What is a Trademark?
Businesses and enterprises use logos, designs, or certain words to differentiate themselves from the competition. It is easier for consumers to identify a brand and quality of product by using these designs or words. In order to identify their goods and services, these companies use trademarks. Trademarks are protected from infringement under Indian law(s) as intellectual property.
The Trademark Act, 1999 governs the registration, protection, and penalties of trademarks. Companies and consumers are both protected by such laws. A trademark registration under the Act is valid for an additional 10 years if the renewal fees are paid in time.
Registration of Trademark?
A trademark can be registered in accordance with Section 18 of the Act. It can take one to two years to register a trademark after filing an application. As soon as you file your registration application, you will be given an allotment number that you can use to check the status of your application. Your application will be processed as such:
First, the mark will go for Vienna codification
It outlines the process for registering a trademark with all the required documents in Section 18.
In Section 18 of the Act, trademark registration is outlined. A trademark examiner will examine the mark for any infringements.
It is outlined in Section 18 of the Act how to register a trademark
The Trademark Journal is outlined in Section 18 of the Trademark Act.
There is an extra month in Section 18 of the Act for third parties and the public to object to trademark registrations.
Upon filing a trademark application, a registration certificate will be issued and the applicant will have ten years of protection from the date the application was filed.
In the registration process, an objection is one of the first steps. Any third party may file it as well as the Examiner/Registrar. Examiners and Registrars can file objections under Section 9 (Absolute Grounds of Refusal) and 11 (Relative Grounds of Refusal) on two primary grounds –
If the application contains incorrect or incomplete information
In the event that there is already a trademark(s) of a similar nature.
Third parties have the right to object to trademark registrations as a matter of public interest. Objecting to a trademark registration can be done in two ways.
Upon publication in the Trademark Journal or other publication,
Marks are used before they are registered by the applicant. An Adv Before Acceptance will be assigned to this application.

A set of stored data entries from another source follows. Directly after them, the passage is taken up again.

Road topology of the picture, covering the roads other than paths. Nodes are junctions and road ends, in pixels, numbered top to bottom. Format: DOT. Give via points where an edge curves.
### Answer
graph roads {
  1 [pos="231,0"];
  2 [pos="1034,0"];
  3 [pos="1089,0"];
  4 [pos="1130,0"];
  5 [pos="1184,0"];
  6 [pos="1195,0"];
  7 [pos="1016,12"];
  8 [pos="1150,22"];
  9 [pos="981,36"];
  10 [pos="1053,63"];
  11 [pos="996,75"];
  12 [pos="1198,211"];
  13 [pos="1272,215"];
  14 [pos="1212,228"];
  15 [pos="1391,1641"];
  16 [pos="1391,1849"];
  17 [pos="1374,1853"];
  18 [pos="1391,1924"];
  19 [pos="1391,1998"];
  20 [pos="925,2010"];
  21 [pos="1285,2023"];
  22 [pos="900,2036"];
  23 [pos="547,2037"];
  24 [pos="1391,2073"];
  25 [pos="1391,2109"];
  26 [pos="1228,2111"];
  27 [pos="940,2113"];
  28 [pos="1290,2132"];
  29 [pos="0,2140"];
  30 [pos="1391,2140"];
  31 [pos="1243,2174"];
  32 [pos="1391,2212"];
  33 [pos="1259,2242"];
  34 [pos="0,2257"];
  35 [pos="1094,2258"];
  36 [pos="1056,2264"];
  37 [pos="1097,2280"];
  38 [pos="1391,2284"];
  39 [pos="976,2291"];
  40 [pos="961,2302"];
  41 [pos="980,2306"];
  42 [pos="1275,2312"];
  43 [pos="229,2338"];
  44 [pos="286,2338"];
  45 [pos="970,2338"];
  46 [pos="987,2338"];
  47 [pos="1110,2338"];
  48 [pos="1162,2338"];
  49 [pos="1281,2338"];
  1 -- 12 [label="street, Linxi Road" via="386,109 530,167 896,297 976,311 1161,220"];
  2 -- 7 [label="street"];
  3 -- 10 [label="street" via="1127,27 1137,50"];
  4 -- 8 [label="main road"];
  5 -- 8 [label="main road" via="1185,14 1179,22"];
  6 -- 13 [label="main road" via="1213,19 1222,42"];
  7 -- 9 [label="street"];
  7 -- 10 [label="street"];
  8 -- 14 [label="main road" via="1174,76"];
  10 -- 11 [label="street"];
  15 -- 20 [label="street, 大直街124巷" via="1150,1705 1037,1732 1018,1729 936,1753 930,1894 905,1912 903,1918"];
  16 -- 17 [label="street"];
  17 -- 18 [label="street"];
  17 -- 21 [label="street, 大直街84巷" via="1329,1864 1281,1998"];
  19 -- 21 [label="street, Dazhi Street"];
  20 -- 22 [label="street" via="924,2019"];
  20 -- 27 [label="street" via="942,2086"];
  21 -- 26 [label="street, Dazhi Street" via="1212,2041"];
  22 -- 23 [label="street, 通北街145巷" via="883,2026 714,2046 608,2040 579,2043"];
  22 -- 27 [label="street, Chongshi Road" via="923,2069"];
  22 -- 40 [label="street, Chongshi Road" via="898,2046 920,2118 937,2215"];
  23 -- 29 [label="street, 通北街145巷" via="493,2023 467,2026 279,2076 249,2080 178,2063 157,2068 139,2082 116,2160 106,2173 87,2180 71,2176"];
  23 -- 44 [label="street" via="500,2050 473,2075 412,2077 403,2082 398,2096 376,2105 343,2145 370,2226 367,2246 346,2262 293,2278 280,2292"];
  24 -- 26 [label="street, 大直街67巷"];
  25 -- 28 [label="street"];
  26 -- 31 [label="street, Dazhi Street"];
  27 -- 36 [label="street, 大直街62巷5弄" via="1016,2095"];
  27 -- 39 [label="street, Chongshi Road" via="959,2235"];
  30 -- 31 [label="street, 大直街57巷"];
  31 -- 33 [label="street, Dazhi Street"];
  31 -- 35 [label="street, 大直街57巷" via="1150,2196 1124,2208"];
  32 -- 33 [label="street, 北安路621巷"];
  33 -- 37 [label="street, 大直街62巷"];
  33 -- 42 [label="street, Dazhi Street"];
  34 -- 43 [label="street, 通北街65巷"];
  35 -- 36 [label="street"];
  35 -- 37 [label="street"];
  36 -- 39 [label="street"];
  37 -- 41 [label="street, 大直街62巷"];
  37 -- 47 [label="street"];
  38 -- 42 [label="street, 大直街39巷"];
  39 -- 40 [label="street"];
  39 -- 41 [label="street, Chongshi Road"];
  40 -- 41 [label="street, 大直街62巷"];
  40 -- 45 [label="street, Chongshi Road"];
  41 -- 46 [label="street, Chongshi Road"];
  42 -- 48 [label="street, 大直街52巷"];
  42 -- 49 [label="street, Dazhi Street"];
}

The application will be marked “Opposed” after an objection is filed. The opposing party must state the grounds for opposing the trademark registration in its opposition. The examiner is required to provide the applicant with an opportunity to defend his application under the Act.
What should I do if I am objected to?
A copy of the objection, along with its grounds, will be sent to the applicant as soon as it has been filed.
It is first necessary to counter an objection.
You must respond within two months of receiving the objection notice
In the absence of a trademark objection within two months, an application will be regarded as abandoned.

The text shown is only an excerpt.